Let’s set the picture, it’s a Monday evening, around five ‘o clock, you walk into the gym and breathe the nice stench of sweat, motivation and hard work. However, besides all the intangible things you see at the gym, you’re almost bound to see or run into someone listening to headphones. I can personally say from my own experience that I do not feel complete without them.
They are a staple to my workout just like me shoes, my straps and my lifting chalk. Not to mention, there is a certain determination when you’re wearing headphones. A certain aura that you emanate that says that you’re at the gym to run, lift, stretch or whatever the case may be. It’s safe to say that without the perfect pair of running headphones or lifting headphones your running session or lifting session just is not the same.
“Being at the gym without headphones is the worst”
“Where are my headphones? A gym sesh withoutheadphones is just… No, I don’t even wanna talk about it”
It’s clear to see that our love for listening to our favorite tunes while running or lifting is not something that we take lightly. However, even though listening to our headphones and jamming out that last mile or that last rep seems somewhat asinine, what if there was more to it? What if there was some sort of psychological aspect to the music we listen to? There has been a large expanding pool of research that tries to point to a common theme to as to why we love to listen to music when we exercise, run or do any type of physical activity.
Researchers have discovered music to be a sort of “distraction” when we are doing any type of physical activity. This same sort of distraction can be provided with watching television while running or reading your favorite book while taking a leisurely walk on the treadmill.
Two researchers from the University of New Mexico, Nicole Harmon and Len Kravitz, explained how music affects the brain while exercising and it is truly fascinating. First, they said that music lead to a lessening in the sensation of being fatigued. Meaning that you could be on the last leg of a 5K and comparatively speaking, you would feel less tired and achy than someone who was not wired and listening to music. Secondly, levels of mental awareness were increased. You could think of this sort of like coffee.

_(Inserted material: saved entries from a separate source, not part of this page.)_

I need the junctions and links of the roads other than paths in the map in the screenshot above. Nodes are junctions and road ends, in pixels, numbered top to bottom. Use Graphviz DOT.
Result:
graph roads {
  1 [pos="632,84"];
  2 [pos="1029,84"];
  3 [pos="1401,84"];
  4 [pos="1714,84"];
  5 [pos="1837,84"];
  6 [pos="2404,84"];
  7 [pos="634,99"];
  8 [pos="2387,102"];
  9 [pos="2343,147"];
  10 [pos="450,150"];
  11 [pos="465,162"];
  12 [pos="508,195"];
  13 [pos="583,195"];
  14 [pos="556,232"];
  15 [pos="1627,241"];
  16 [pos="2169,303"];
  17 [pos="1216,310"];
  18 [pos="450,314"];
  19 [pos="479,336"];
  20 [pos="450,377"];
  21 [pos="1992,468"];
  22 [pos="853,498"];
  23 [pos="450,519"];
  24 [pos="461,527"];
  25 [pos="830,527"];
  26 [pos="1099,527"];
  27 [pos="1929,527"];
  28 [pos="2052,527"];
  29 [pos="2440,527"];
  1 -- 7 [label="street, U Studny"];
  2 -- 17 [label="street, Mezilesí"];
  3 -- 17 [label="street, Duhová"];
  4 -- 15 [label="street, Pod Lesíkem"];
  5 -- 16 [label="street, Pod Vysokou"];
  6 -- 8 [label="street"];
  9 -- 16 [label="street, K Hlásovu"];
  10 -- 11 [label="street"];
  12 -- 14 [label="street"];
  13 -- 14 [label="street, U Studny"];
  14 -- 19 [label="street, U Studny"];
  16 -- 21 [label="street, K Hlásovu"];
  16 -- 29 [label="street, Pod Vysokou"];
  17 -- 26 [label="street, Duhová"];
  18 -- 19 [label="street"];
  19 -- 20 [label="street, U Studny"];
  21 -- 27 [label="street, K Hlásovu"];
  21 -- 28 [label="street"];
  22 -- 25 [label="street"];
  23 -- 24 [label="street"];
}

The more you are mentally aroused the more awake you are, you will most likely be able to tackle that next mile or that last repetition. Next, there is an improvement in motor coordination. This I feel is key in their research because it proves that listening to music improves cognition. The improved motor skills are indicative of some underlying mechanism that is at work helping the body simply move better.
Finally, almost paradoxically, there was a heightened sense of relaxation. This could help in two ways, particularly, that if you are more relaxed you feel more in tune with your body, helping you feel better. The other way it can help is that being more relaxed decreases your heart rate which would overall lower your energy expenditure. Allowing you to keep a high pace for a longer period of time. Science has finally backed the thousands if not millions of people who use headphones every day to power through their excruciating workouts and runs.
With all this talk about listening to your music while running or exercising… how do you go about picking the right songs for your workout!? The answer is quite simple, think about what makes you move… seriously. We all have different music that works for us, some may be rap and for others it may be electronic dance music. The selection is quite varied when it comes to selecting the right lifting or running play list.
Let’s move back to the science for a second to see what it has to say about selecting the perfect workout music. A phenomenon called rhythm response is responsible for the criterion in deciding whether or not something is deemed workout-suitable. In other words researchers were able to associates songs with a faster beat and strong tempo with the likeliness of the songs being in a workout playlist.
In my experience there are no better songs than those which move fast and thump hard. Is there something special about those songs in particular? Absolutely not. I know people who listen to classical, reggae and even slow-paced instrumental beats when they’re working out. At the end of the day, the main determinant of what you listen to must be whatever drives you. That song that puts you in the mood to run that marathon or conquer that set has to be the type of music that drives you to complete your workout.
So maybe we’re not all wrong after all. Those little earphones do serve a purpose, and a very important one at that. They allow us to go faster, further and harder than we would without them. That is another reason that we have to choose them very carefully. Not to mention we are always listening to them. On our way to work, in our cars, in our homes and more importantly at the gym.
If it were not for a perfect pair of headphones there is no way I would be able to engage in the caliber of workouts that I do. You owe it to yourself to do yourself a little good and step into the gym, put on your favorite headphones, head on over to your favorite spot in the gym and blast away your favorite song while you complete your walk or run. Your body will thank you for it.